In its lonely effort to fight unemployment, the Fed recently announced that it would purchase more Treasury and corporate bonds, a policy called quantitative easing. It is the second time the Fed has announced it would do this, so the shorthand is QE II. This policy hurts small savers and retired people with modest savings. I discussed the impact on them here and here.
QE II hurts wealthy retirees and big savers too, by forcing them into riskier investments, some of which are certain to cause losses, and all of which reduce the feeling of security.
This group has most of the money. According to the Fed’s Survey of Consumer Finance, in 2007, people in the second decile (the top 80-90%) of income, had a mean wealth of $609,100, (table 4) and financial assets of $237,600 (table 6.07 Means). People in the top decile had mean wealth of $3,315,600 and financial assets of $1,368,000. Just guessing, I’d say that as a group, retirees skew towards the high side of the mean, especially in the first 10 years of retirement. Their portfolios aren’t limited to savings accounts and CDs.
Standard advice for retirees is to get out of the stock market and into fixed income securities, like taxable bonds and municipal bonds. The idea is that once you retire, you are dependent on income from your investments or from sale of investments. You can’t build wealth from work, so your risk tolerance is lower. If you have to sell stocks at a low ebb, you will lose money you can’t replace. If you can live on your Social Security plus the income from your portfolio, you will feel safer, and you will be able to leave something for your family.
If you took this advice 10 years ago and moved heavily into bond funds, you have a problem. As bonds mature, the funds will buy new bonds with lower yields. Many bonds have call features, which permit the corporation to call them at some point. With interest rates very low, companies can refinance their bonds at lower rates. These two factors lead to lower income now and in the future.
What are you going to do? The only place you can look is investments that carry more risk. In fact, Ben Bernanke, the Fed Chair, says if we push people into the stock market, stock prices will go up, people will feel wealthier and will spend more. Retirees have enough money that if they are forced into stocks, stock prices would go up. It sure seems like overt bubble blowing.

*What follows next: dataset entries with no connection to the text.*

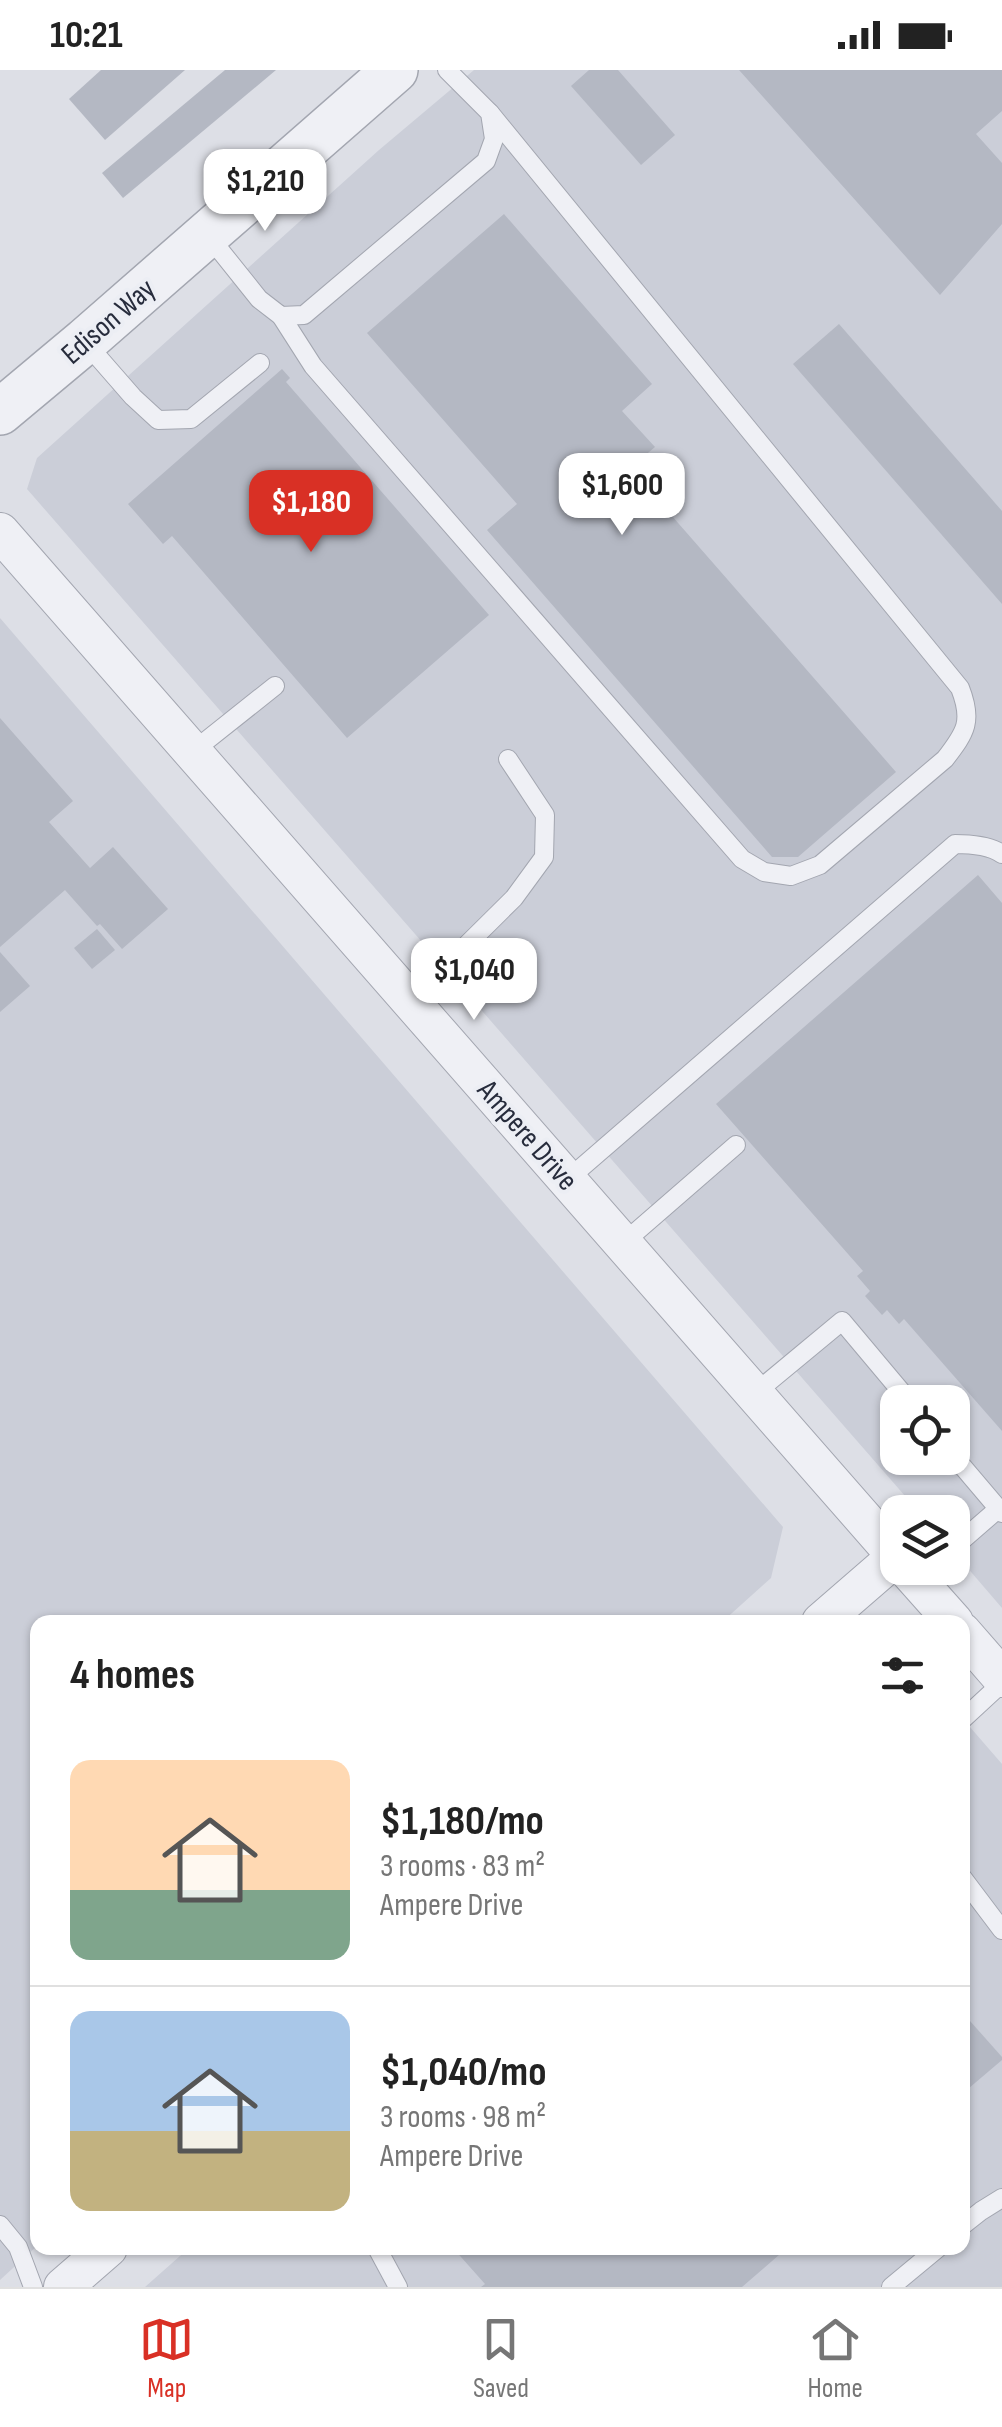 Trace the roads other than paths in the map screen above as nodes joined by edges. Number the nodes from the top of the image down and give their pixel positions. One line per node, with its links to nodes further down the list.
1 (395, 70): 4 (street, Edison Way)
2 (446, 70): 3 (lane)
3 (490, 113): 5 (lane); 5 (lane)
4 (207, 234): 5 (lane); 6 (street, Edison Way)
5 (282, 316)
6 (85, 342): 7 (lane); 8 (street, Edison Way)
7 (260, 363)
8 (0, 412)
9 (0, 532): 11 (street, Ampere Drive)
10 (275, 686): 11 (lane)
11 (192, 752): 14 (street, Ampere Drive)
12 (508, 759): 14 (lane)
13 (1002, 854): 16 (lane)
14 (410, 1001): 16 (street, Ampere Drive)
15 (736, 1145): 17 (lane)
16 (567, 1180): 17 (street, Ampere Drive)
17 (622, 1244): 19 (street, Ampere Drive)
18 (896, 1385): 19 (lane)
19 (754, 1394): 22 (street, Ampere Drive)
20 (970, 1475): 21 (lane)
21 (1000, 1511): 23 (lane)
22 (880, 1533)
23 (970, 1535)
24 (880, 1585): 26 (street)
25 (925, 1585): 27 (street, Ampere Drive)
26 (832, 1615)
27 (948, 1615)
28 (970, 1642): 29 (street)
29 (1002, 1680): 30 (lane)
30 (970, 1712)
31 (970, 1888): 32 (lane)
32 (1002, 1930)
33 (1002, 2198): 34 (lane)
34 (970, 2219)
35 (0, 2225): 39 (lane)
36 (100, 2255): 40 (street)
37 (380, 2255): 41 (lane)
38 (930, 2255): 42 (lane)
39 (33, 2287)
40 (63, 2287)
41 (398, 2287)
42 (891, 2287)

Rising stock prices might encourage some younger people to buy, but this is bad for retirees. They don’t need stuff, so they won’t buy more. They don’t want more risk, and for good reasons, they don’t trust the stock market. It’s certain that a significant number of retirees will make mistakes or get swindled trying to increase their investment income. These losses will be caused by QE II.

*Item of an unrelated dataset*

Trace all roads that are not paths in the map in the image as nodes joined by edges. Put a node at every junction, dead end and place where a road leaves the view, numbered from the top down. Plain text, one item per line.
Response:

There is widespread concern about whether QE II will work in our current situation, with low demand for credit by businesses and consumers. Michael Gerson, writing for the Washington Post, says that progressives think objections from conservatives are evidence of a conservative conspiracy to destroy the economy and President Obama’s reelection prospects. The column is a hack job, as my colleague Bill Egnor writes. Republicans are not interested in whether QE II will work. Their big concern is that it will debase the dollar. It’s hard to believe that they want to maintain the value of the dollar when other nations are ruthlessly propping up their currencies at the expense of US workers. Sovereign nations act in their interests with respect to their currencies, including most obviously China. Republicans argue that US decisions about its currency should be guided by what China might think, and they do it solely for political purposes.
Conservatives of both parties want us to adopt austerity policies, Herbert Hoover’s approach, now being followed by England and Ireland; and maybe we could reduce the minimum wage, like the Irish. They refuse to use fiscal policy, which would work, and would rebuild our infrastructure and prepare the nation for the future. Austerity won’t accomplish anything except preserve the privileges of wealth.
At least the Fed is trying to carry out its mandate under the Humphrey-Hawkins Full Employment Act and is trying to do something about employment. Let’s hope it works. When the likes of Savonarola Gerson propose policies that will help the millions of unemployed people, they can rejoin the Adult Conversation about the economy.